PSK@EEUCA 2026: Fine-Tuning Large Language Models with Synthetic Data Augmentation for Multi-Class Toxicity Detection in Gaming Chat¶

Conference: ACL2026
arXiv: 2605.07201
Code: Not open-sourced
Area: Social Computing / Gaming Community Toxicity Detection
Keywords: Game Chat Moderation, Toxicity Classification, Synthetic Data Augmentation, LoRA Fine-Tuning, Class Imbalance

TL;DR¶

This system paper addresses the EEUCA 2026 gaming chat toxicity identification task. By employing Llama 3.1 8B with LoRA and 5% strictly filtered synthetic paraphrased data for minority classes, the system achieved a macro-F1 of 0.6234 across six categories. The study reveals a "validation trap" where high validation scores lead to poor distribution transfer on test sets.

Background & Motivation¶

Background: Online gaming community chat moderation is typically modeled as a text classification problem. Prevailing solutions range from fine-tuning encoders like XLM-RoBERTa to parameter-efficient fine-tuning (PEFT) of instruction-tuned LLMs, as well as ensemble or hierarchical classification. The EEUCA 2026 shared task categorizes World of Tanks chat messages into six classes: Non-toxic, Insults/Flaming, Other Offensive, Hate/Harassment, Threats, and Extremism, evaluated by macro-F1.

Limitations of Prior Work: The challenge extends beyond detecting "profanity." Data is heavily skewed: 81% is Non-toxic, while Threats and Extremism combined account for less than 0.2%. Chat text is short, colloquial, contains gaming jargon, and involves multi-language mixing. Semantic boundaries between Insults, Other Offensive, and Hate/Harassment are narrow, often leading models to confuse skill-based mockery with identity-based attacks.

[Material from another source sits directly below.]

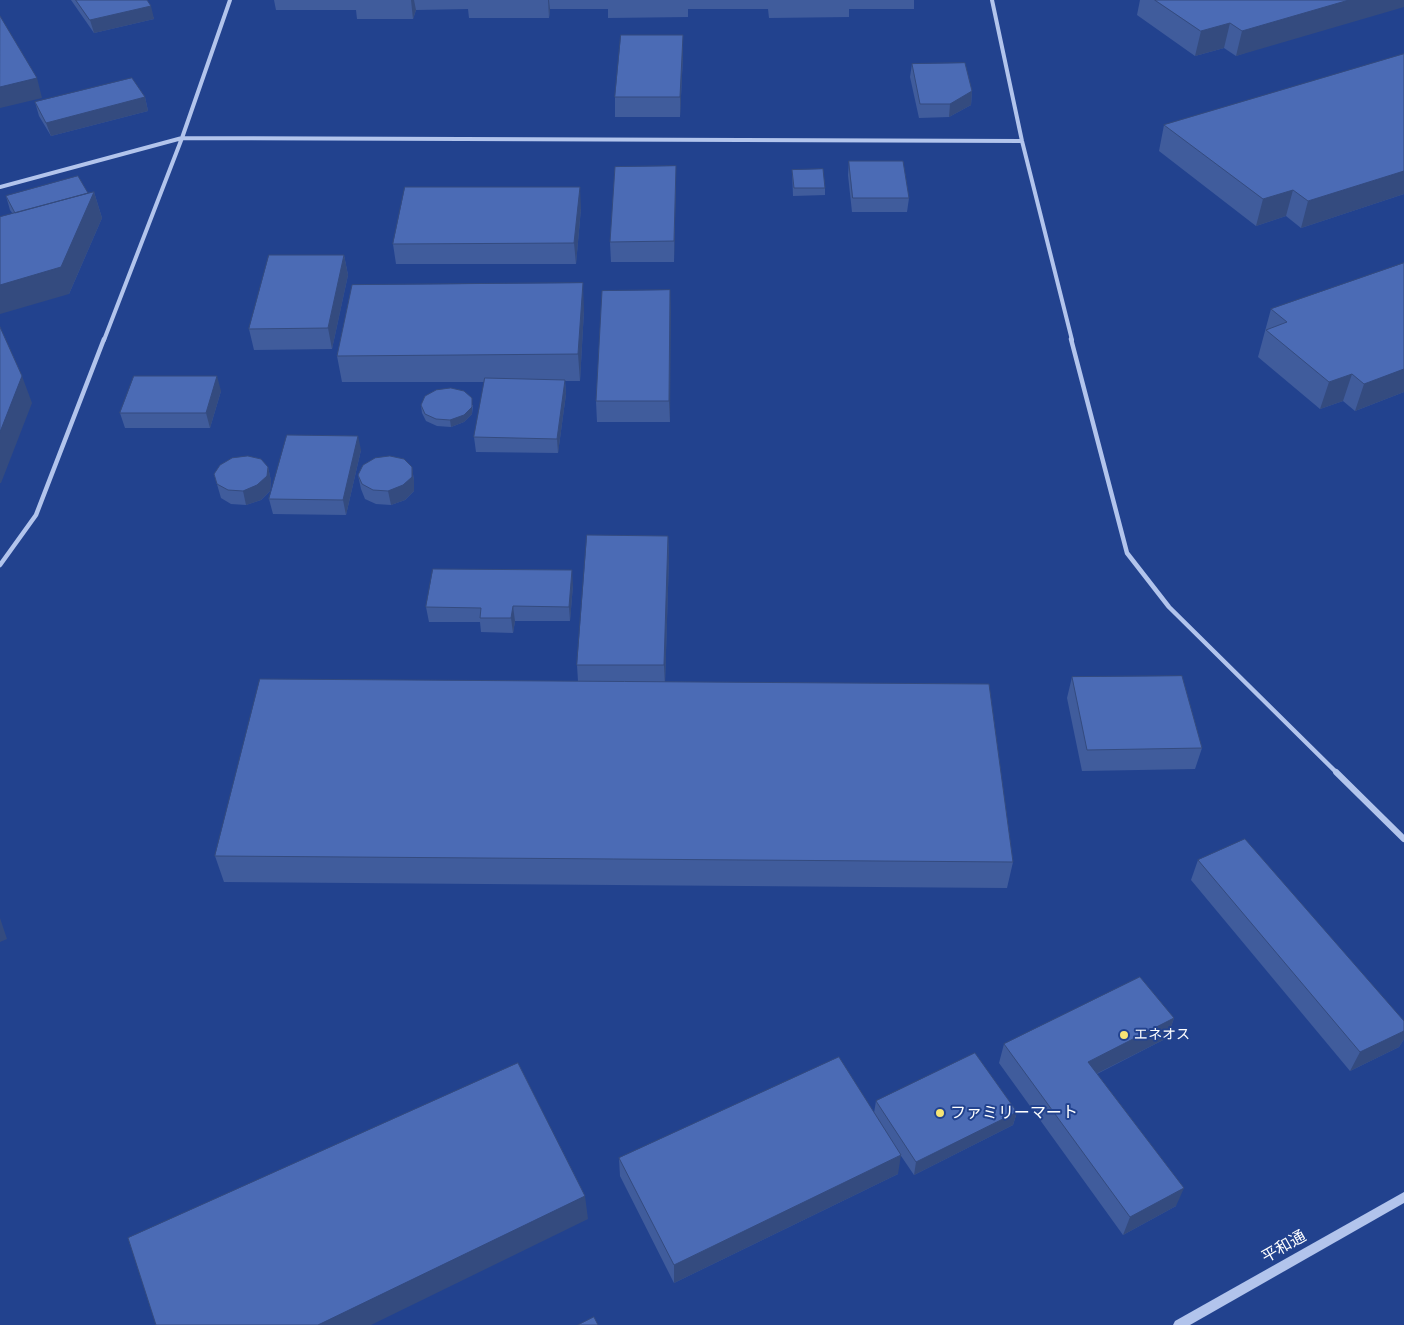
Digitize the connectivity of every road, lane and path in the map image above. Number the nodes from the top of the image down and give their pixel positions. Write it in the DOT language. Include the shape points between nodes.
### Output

Key Challenge: The validation set distribution and annotation patterns do not fully align with the test set. Models that fit the majority class proportions of the validation set appear stable but remain overly conservative on minority classes in the test set. The authors term this phenomenon the "validation trap": high validation F1 scores often stem from "under-predicting minority classes" rather than better generalization.

Goal: In a resource-constrained shared-task scenario, develop a toxicity classification system that transfers stably to the test set, while analyzing which designs cause validation illusions and what minimal augmentations improve minority class recall without overfitting.

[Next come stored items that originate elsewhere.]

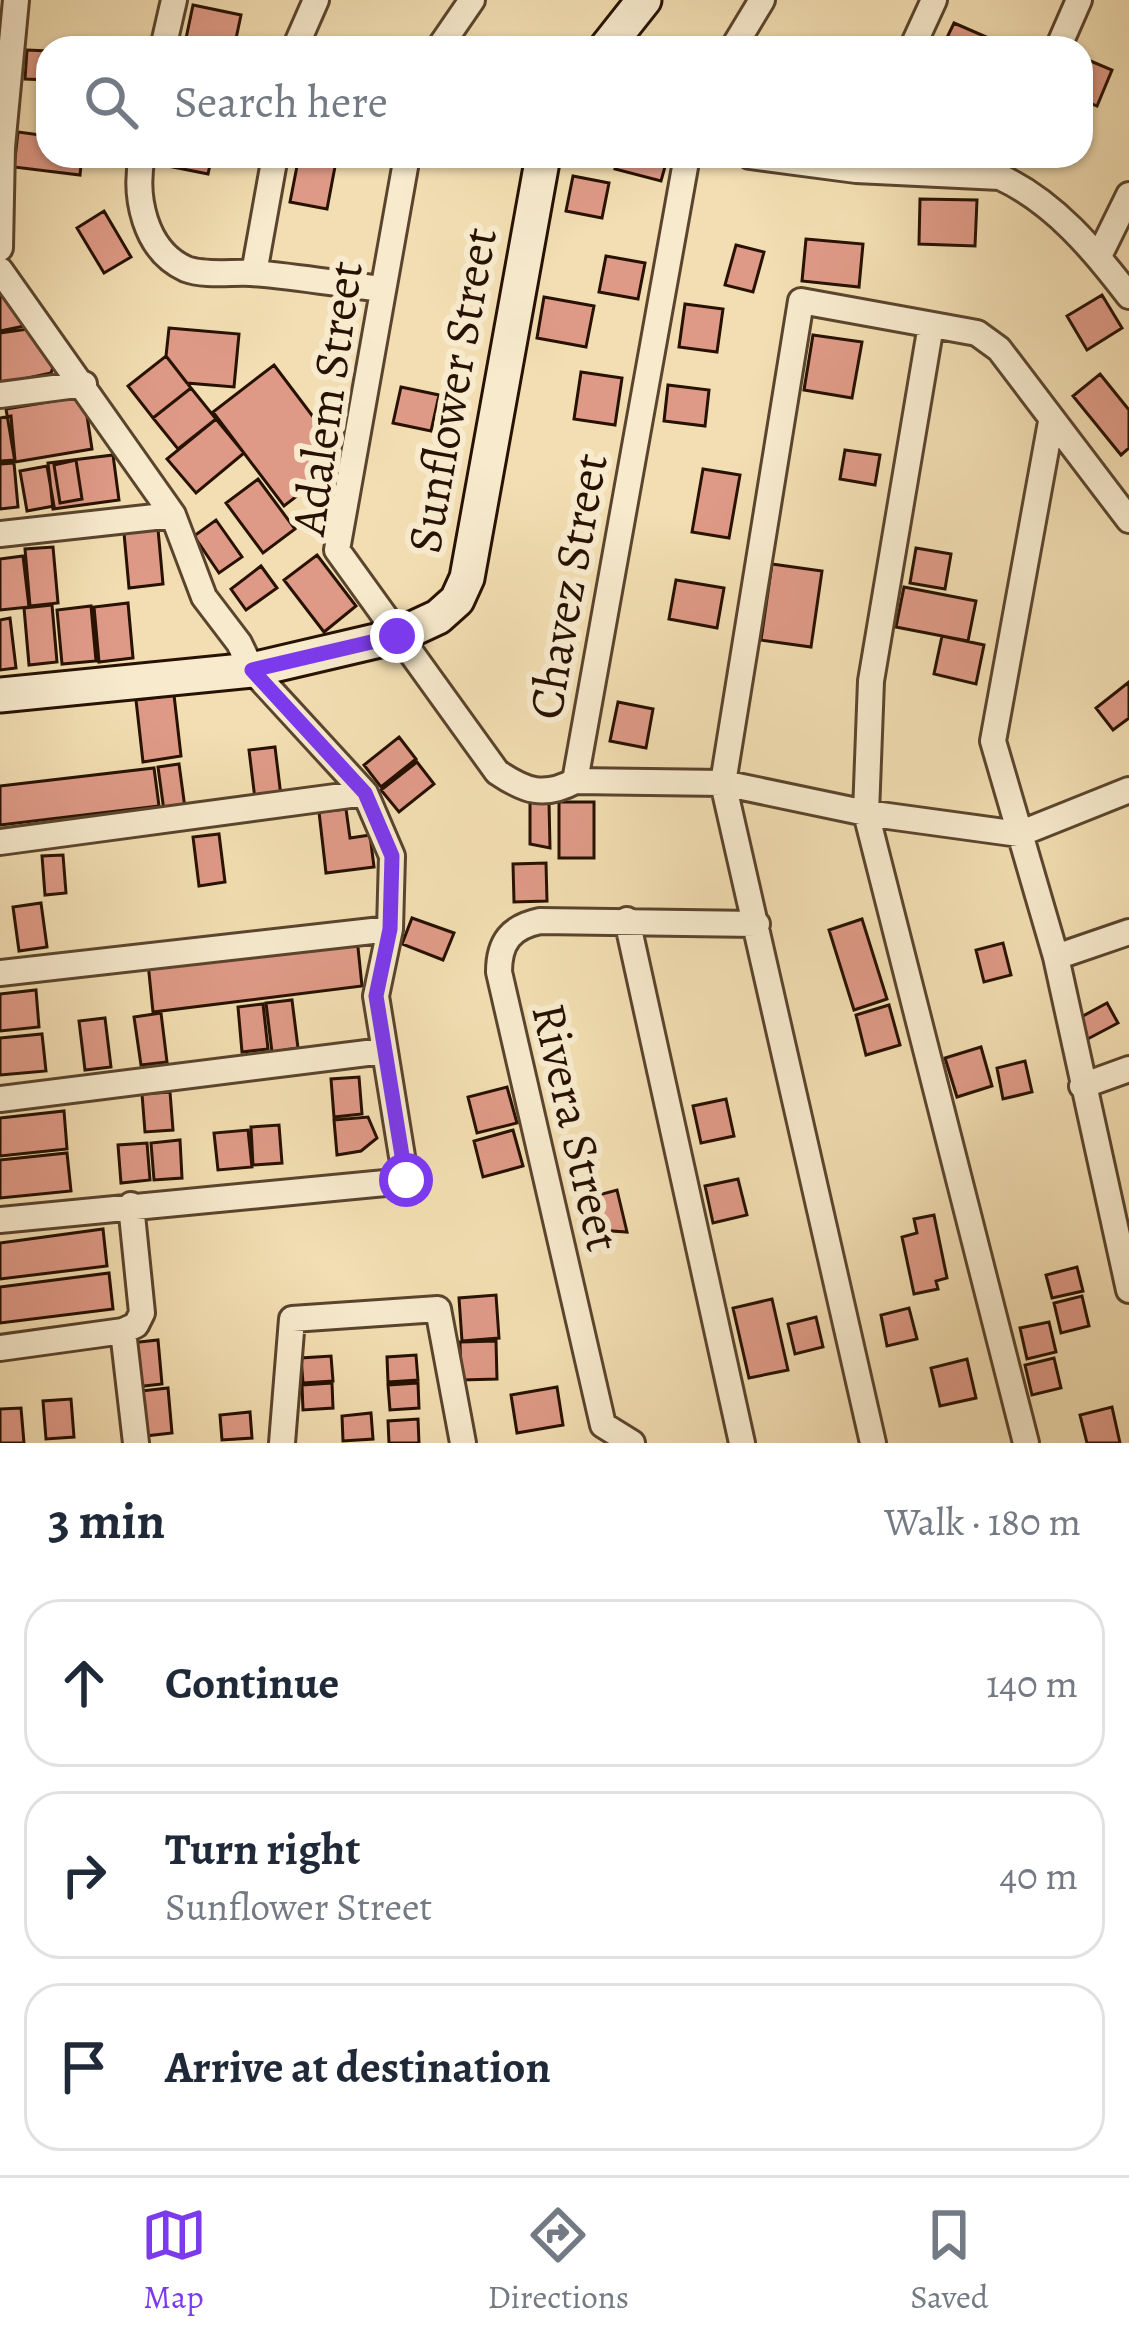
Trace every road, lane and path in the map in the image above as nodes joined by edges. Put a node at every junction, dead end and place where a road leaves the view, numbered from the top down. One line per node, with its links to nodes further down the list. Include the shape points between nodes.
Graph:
1 (174, 0): 9 (street)
2 (316, 0): 10 (street)
3 (472, 0): 11 (street)
4 (644, 0): 12 (main road)
5 (762, 0): 13 (street)
6 (934, 0): 14 (street)
7 (1079, 0): 15 (street)
8 (10, 5): 16 (street)
9 (166, 36)
10 (300, 36)
11 (447, 36)
12 (616, 36)
13 (740, 36)
14 (918, 36)
15 (1063, 36)
16 (1, 147): 24 (street)
17 (139, 168): 27 (street, via 144,220 162,251 188,270)
18 (273, 168): 27 (street)
19 (405, 168): 28 (street, Adalem Street)
20 (541, 168): 37 (main road, Sunflower Street, via 467,578 438,617)
21 (685, 168): 40 (street, Chavez Street)
22 (1006, 168): 25 (street)
23 (1129, 195): 25 (street)
24 (0, 248)
25 (1100, 256): 29 (street)
26 (0, 270): 31 (street)
27 (254, 273): 28 (street)
28 (382, 289): 37 (street, Adalem Street, via 337,550)
29 (1129, 296)
30 (931, 325): 33 (street, via 977,333 999,349); 41 (street, via 801,301); 44 (street, via 871,681)
31 (83, 384): 32 (street); 34 (street)
32 (0, 394)
33 (1051, 422): 35 (street); 45 (street, via 993,741)
34 (172, 515): 36 (street); 38 (street, via 204,597)
35 (1129, 520)
36 (0, 534)
37 (397, 636): 38 (main road, Sunflower Street); 40 (street, Chavez Street, via 497,772 538,791)
38 (252, 670): 39 (main road, Sunflower Street); 43 (street)
39 (0, 695)
40 (575, 781): 41 (street)
41 (724, 783): 44 (street); 48 (street)
42 (1129, 790): 45 (street)
43 (365, 793): 46 (street); 49 (street, via 392,856)
44 (866, 813): 45 (street); 68 (street)
45 (1019, 834): 51 (street)
46 (0, 842)
47 (627, 920): 48 (street); 65 (street, Rivera Street, via 521,925 499,953 499,972 603,1426); 66 (street)
48 (757, 924): 67 (street)
49 (390, 929): 52 (street); 53 (street, via 376,996)
50 (1129, 932): 51 (street)
51 (1056, 957): 55 (street)
52 (0, 973)
53 (383, 1051): 56 (street); 57 (street, via 406,1180)
54 (1129, 1069): 55 (street)
55 (1082, 1086): 59 (street)
56 (0, 1099)
57 (131, 1205): 58 (street); 60 (street, via 142,1313)
58 (0, 1220)
59 (1129, 1290)
60 (123, 1331): 61 (street); 62 (street)
61 (0, 1348)
62 (136, 1443)
63 (282, 1443): 64 (street, via 292,1319 438,1309)
64 (463, 1443)
65 (632, 1443)
66 (742, 1443)
67 (872, 1443)
68 (1026, 1443)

Key Insight: Instead of blindly increasing synthetic data volume, synthetic samples are restricted to paraphrases of real minority messages, with systematic scanning of synthesis ratios. The hypothesis is that real minority samples are scarce, but their surface expressions can be slightly expanded; excessive synthesis causes the model to learn the generator's style.

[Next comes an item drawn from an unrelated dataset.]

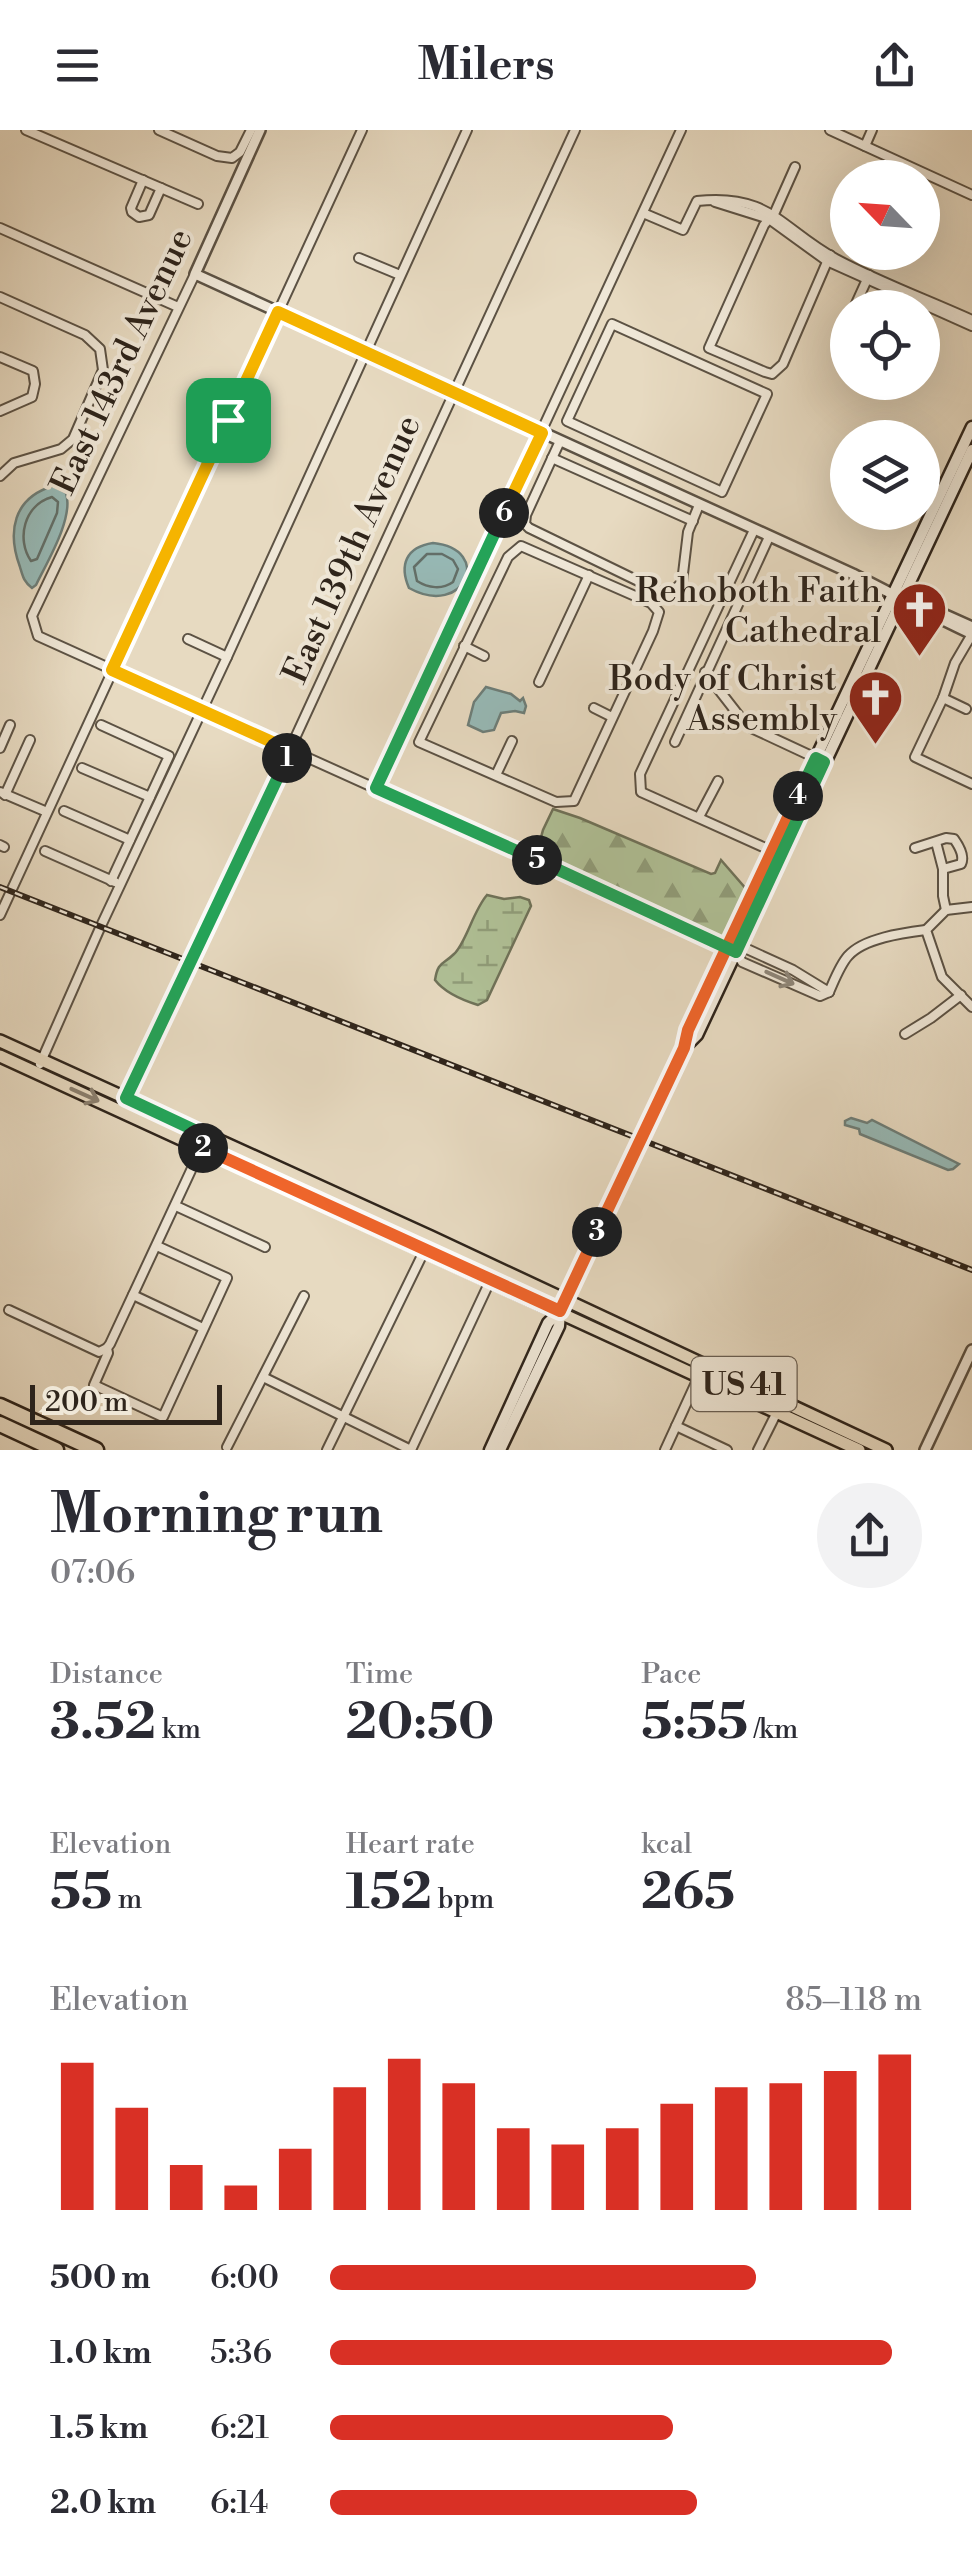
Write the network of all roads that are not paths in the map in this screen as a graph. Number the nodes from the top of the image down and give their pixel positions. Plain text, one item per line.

Core Idea: Use small doses of synonymous, paraphrased synthetic minority samples to calibrate the LLM’s class bias. This encourages the model to actively identify difficult minority classes on the test set while avoiding distribution drift caused by large-scale synthetic data.

Method¶

As a high-quality shared-task system report, the contribution lies not in a complex new architecture but in systematic comparisons, synthesis ratio control, and error pattern analysis. The final system uses Llama 3.1 8B as the backbone with 4-bit NF4 quantization and LoRA training, including explicit class definitions in the prompt and a minimal percentage of synthetic minority samples.

Overall Architecture¶

Input consists of a World of Tanks chat message, and the output is one of six toxicity categories. The workflow begins by analyzing class distributions and repetition patterns in raw data. After partitioning the real training set, synthetic data is added only to the training partition, maintaining 100% real samples in the validation set. On the model side, instruction prompts provide definitions for the six categories. Llama 3.1 8B is fine-tuned via LoRA. Experiments compare encoders, Gemma, Llama, hierarchical classification, one-vs-rest, transfer learning, ensembles, and post-calibration, selecting the Llama 8B + 5% synthetic configuration for its superior test set transfer.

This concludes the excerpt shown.